Best way to get around in LA, hands down. But now I have 2 little girls... and there are some terrible terrible drivers around LA... especially in Glendale holy shit. I had already cut down so much... stopped riding it at night, stopped riding on the freeways, it just sat in the garage and made me sad so I sold it. But someday when my daughters are not dependent on me I will ride again.

If you're looking for a beautiful, popular, and dangerous drive, take the 2 north into Angeles Forest. You'll pass my house on the way.


----------



## motomuso (May 9, 2016)

kurtvanzo, Thanks for the advice on the VI purchases. Currently my favorite instruments are from Spitfire. Paul is the king of walkthroughs. I'll probably be getting HZ1 shortly and then the Brass Phalanx bundle to fill out a bit since I have a sports project beginning. Beginning now. Yikes!

As for bikes, folks seem to like to recount horrible wrecks to me but I often warn them to guard against the feeling that they are safe in their cars. We all accept a certain amount of risk when we use the road and not everyone explores methods of mitigating that risk. It's a whole art unto itself.


----------



## motomuso (May 9, 2016)

chillbot said:


> Just sold my bike. :(
> 
> Best way to get around in LA, hands down. But now I have 2 little girls... and there are some terrible terrible drivers around LA... especially in Glendale holy shit. I had already cut down so much... stopped riding it at night, stopped riding on the freeways, it just sat in the garage and made me sad so I sold it. But someday when my daughters are not dependent on me I will ride again.
> 
> If you're looking for a beautiful, popular, and dangerous drive, take the 2 north into Angeles Forest. You'll pass my house on the way.

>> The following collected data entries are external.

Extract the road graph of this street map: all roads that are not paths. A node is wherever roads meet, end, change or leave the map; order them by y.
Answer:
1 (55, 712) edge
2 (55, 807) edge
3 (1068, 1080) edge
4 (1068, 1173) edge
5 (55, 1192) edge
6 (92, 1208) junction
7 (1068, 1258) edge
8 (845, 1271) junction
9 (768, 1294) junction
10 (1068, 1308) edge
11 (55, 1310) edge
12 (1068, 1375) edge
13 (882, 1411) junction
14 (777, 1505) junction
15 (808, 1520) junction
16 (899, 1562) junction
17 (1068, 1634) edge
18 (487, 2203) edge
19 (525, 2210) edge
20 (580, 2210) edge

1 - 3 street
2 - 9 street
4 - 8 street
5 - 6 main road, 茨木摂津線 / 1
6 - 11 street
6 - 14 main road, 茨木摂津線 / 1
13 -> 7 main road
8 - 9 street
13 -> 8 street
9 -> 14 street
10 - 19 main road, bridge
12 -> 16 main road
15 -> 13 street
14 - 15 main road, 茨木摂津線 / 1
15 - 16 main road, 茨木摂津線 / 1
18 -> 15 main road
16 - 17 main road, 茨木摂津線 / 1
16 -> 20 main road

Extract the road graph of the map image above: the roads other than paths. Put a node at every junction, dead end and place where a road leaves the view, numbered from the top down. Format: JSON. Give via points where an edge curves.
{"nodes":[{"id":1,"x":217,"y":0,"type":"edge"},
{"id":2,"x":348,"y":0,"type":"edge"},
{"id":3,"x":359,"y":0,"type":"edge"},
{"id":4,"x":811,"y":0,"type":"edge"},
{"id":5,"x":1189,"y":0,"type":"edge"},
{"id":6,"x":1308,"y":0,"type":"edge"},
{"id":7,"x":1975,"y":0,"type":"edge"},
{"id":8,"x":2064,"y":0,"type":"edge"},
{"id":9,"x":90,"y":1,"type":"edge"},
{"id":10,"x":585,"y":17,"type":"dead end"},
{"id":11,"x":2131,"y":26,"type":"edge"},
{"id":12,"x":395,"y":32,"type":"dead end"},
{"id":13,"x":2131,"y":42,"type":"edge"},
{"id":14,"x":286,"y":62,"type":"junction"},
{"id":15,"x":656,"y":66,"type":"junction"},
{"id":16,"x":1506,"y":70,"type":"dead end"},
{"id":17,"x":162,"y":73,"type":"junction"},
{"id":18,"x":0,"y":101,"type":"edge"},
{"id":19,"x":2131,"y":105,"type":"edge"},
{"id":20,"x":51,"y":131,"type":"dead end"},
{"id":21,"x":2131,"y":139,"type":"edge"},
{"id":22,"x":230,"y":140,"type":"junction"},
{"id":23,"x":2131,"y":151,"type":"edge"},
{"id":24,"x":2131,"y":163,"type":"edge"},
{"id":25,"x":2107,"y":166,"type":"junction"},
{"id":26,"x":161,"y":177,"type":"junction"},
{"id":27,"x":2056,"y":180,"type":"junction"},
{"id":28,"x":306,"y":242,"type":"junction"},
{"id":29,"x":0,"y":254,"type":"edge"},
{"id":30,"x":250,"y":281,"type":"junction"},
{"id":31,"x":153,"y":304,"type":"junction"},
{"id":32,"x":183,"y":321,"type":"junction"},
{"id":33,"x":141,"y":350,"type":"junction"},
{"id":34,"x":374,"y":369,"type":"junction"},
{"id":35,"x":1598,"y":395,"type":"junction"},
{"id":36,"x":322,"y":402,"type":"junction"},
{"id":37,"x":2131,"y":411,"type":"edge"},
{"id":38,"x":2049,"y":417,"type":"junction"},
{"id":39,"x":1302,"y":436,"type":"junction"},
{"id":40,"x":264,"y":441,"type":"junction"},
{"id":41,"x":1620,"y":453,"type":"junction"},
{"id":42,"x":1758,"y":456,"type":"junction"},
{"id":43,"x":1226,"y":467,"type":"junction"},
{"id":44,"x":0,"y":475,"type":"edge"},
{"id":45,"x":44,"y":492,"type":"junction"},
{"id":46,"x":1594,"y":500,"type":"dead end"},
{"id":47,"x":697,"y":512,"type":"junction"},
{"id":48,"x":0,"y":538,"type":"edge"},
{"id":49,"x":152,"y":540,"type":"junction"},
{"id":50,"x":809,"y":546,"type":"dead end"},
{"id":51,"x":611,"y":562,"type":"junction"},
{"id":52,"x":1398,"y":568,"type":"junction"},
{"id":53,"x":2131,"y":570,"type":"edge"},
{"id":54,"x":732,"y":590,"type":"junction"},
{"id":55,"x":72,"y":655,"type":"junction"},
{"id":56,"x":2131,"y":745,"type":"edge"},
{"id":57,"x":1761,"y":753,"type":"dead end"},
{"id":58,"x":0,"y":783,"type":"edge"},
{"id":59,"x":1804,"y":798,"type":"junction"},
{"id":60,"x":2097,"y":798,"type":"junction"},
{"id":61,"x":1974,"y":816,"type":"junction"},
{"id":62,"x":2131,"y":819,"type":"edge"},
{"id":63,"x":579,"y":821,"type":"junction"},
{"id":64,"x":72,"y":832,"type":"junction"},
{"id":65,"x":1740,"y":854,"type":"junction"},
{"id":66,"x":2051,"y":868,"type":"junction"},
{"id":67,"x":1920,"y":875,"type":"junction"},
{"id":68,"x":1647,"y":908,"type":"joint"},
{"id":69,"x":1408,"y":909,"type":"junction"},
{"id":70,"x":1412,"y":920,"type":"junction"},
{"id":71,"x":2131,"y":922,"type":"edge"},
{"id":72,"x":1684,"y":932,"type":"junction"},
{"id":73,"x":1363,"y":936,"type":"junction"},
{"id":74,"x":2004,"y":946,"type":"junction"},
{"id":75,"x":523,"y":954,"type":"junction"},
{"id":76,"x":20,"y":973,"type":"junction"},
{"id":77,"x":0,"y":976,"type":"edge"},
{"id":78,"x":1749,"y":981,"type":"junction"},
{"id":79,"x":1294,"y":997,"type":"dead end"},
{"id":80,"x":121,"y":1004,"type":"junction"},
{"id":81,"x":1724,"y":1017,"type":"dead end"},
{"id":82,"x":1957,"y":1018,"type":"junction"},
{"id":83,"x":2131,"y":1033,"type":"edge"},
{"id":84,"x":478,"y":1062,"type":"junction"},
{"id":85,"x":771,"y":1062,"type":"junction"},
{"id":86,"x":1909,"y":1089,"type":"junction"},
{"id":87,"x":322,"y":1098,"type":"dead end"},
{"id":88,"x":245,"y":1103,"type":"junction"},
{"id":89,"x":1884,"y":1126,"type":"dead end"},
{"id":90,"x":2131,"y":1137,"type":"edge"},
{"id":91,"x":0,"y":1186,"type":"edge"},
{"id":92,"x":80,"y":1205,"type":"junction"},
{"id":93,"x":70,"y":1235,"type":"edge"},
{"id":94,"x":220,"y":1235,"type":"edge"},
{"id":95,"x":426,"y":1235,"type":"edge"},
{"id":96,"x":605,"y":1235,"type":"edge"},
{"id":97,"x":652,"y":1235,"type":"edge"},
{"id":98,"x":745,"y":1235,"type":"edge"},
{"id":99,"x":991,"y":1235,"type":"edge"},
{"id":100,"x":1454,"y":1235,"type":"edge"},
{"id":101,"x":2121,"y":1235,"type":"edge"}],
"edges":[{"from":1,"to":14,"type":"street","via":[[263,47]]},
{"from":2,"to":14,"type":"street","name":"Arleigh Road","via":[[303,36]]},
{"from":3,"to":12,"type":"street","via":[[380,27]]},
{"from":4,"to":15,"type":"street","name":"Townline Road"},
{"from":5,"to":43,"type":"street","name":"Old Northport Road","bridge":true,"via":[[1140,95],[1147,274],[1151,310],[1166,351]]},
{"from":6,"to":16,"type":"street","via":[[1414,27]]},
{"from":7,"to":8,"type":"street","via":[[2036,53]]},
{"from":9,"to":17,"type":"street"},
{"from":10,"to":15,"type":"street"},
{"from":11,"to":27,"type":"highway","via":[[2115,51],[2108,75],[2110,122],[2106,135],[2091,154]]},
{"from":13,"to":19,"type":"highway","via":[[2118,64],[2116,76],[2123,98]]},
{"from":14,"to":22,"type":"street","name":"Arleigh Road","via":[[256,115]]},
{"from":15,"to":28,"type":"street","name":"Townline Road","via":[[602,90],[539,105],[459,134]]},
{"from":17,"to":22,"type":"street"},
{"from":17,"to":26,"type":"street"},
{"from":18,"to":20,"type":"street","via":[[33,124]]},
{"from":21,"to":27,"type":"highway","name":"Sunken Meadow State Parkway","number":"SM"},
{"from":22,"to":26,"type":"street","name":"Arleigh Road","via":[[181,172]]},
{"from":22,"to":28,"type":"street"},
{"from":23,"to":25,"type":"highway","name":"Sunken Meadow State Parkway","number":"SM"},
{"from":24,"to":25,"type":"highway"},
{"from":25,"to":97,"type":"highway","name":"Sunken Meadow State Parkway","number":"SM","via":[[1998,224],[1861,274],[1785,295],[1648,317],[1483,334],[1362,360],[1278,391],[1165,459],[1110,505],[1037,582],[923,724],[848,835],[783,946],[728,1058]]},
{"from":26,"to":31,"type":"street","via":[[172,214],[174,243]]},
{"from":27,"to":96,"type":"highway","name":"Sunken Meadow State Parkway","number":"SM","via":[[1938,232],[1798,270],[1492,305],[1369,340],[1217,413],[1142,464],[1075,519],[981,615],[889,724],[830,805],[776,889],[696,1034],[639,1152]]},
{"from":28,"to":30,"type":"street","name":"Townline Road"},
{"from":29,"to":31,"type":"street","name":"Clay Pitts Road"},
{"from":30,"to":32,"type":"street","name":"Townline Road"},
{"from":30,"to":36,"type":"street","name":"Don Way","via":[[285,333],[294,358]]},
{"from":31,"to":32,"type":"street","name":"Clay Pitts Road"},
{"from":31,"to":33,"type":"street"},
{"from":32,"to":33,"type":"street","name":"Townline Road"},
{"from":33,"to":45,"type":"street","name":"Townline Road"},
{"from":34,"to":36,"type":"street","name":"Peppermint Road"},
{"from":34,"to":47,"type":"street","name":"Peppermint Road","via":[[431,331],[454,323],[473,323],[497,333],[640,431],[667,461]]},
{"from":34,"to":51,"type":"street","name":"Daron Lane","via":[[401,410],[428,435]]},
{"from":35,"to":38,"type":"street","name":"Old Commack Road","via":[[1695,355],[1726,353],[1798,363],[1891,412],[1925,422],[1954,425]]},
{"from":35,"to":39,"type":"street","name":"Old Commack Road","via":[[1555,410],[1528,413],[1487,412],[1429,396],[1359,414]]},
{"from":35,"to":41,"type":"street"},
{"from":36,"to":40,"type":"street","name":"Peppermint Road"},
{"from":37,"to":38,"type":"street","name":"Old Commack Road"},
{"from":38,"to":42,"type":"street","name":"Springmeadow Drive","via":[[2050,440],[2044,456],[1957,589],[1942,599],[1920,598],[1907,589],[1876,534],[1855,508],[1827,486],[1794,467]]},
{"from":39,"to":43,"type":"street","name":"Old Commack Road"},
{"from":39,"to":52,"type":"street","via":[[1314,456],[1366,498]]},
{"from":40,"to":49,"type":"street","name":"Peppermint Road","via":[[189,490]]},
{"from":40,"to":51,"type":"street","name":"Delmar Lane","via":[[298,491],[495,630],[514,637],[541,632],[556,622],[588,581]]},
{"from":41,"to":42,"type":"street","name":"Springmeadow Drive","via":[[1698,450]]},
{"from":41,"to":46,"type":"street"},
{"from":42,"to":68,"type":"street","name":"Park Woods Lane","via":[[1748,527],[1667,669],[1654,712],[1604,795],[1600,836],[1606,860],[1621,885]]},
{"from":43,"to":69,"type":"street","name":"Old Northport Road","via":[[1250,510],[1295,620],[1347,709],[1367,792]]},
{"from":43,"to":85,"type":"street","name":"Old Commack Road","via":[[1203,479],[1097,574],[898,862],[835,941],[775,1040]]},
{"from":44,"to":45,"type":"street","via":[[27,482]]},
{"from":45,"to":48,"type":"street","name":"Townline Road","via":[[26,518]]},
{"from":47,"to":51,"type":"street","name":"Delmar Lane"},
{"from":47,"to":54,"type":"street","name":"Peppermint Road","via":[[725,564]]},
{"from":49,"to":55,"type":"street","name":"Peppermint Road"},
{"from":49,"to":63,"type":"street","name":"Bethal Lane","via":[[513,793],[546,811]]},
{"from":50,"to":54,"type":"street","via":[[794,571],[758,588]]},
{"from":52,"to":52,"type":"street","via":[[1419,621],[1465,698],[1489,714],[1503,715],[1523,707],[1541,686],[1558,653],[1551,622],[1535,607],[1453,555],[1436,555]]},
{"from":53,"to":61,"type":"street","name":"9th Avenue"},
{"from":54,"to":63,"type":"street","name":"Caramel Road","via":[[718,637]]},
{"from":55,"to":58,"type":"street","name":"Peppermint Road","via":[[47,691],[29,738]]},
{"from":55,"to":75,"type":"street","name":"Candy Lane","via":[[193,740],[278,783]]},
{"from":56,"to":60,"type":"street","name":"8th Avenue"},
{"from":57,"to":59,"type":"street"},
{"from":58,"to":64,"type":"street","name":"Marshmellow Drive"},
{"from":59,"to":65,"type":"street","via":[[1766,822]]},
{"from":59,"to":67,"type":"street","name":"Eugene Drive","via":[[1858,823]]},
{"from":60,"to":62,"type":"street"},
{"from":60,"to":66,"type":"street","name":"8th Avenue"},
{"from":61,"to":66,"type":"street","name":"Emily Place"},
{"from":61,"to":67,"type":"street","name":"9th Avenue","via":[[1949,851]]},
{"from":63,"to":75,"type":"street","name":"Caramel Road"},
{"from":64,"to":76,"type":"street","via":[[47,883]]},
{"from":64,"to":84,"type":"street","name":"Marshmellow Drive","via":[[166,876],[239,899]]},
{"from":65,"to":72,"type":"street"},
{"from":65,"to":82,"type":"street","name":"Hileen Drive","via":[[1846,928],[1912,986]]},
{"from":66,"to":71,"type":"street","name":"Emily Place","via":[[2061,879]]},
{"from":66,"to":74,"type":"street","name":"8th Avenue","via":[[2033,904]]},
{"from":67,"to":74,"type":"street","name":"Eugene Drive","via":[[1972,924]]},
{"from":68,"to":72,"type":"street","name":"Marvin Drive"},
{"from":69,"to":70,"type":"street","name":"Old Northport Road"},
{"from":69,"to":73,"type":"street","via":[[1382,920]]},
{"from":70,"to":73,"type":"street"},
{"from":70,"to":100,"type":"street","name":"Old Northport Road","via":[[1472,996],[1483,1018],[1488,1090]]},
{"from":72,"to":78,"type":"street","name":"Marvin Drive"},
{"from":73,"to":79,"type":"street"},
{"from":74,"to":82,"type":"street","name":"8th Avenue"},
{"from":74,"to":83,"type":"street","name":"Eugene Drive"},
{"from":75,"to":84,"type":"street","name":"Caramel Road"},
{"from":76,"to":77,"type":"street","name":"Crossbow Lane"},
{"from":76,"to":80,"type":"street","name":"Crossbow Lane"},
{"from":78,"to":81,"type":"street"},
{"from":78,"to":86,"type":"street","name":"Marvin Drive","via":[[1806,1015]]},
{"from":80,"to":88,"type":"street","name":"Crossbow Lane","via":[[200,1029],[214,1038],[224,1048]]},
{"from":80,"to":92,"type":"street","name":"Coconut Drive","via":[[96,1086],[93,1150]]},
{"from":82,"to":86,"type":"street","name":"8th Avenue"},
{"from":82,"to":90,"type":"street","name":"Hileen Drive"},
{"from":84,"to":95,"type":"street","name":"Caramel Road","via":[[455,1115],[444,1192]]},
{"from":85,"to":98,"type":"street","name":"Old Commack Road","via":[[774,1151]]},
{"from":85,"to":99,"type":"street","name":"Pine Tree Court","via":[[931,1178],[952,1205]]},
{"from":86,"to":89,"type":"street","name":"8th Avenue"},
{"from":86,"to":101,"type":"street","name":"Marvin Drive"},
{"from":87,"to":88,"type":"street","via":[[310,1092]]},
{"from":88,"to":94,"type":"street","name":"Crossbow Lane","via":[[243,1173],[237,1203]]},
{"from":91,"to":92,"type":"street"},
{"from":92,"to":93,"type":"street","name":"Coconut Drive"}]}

 Been many times on that road. It's extremely unforgiving. I will not go up on a Sunday with all the clueless boy-racers up there, bikes AND cars. Only weekdays or Saturday at dawn. Newcomb's is the place for breakfast.


----------



## chillbot (May 9, 2016)

motomuso said:


> I will not go up on a Sunday with all the clueless boy-racers up there, bikes AND cars.


Every single weekend since I've lived here (about 3 years), a couple hundred bikes go up in the morning, and the sirens and ambulences go up in the afternoon, without fail.

What gets me is that hundreds of cars commute from Palmdale every morning and afternoon via the 2. It's a crazy drive it's fun once or twice but I can't imagine doing it twice a day every day. It's not even the concentration that it takes, I get more worried about the cars going the opposite way who like to drift into your lane around all those turns.

Sorry... off topic. What were we talking about?


----------



## motomuso (May 9, 2016)

owenave said:


> I agree most people also don't have respect for those on 2 wheels. And yes people texting while driving is just plain dumb. Makes you want to reach over and bang on their window when traffic is stopped on 405.





chillbot said:


> Every single weekend since I've lived here (about 3 years), a couple hundred bikes go up in the morning, and the sirens and ambulences go up in the afternoon, without fail.
> 
> What gets me is that hundreds of cars commute from Palmdale every morning and afternoon via the 2. It's a crazy drive it's fun once or twice but I can't imagine doing it twice a day every day. It's not even the concentration that it takes, I get more worried about the cars going the opposite way who like to drift into your lane around all those turns.
> 
> Sorry... off topic. What were we talking about?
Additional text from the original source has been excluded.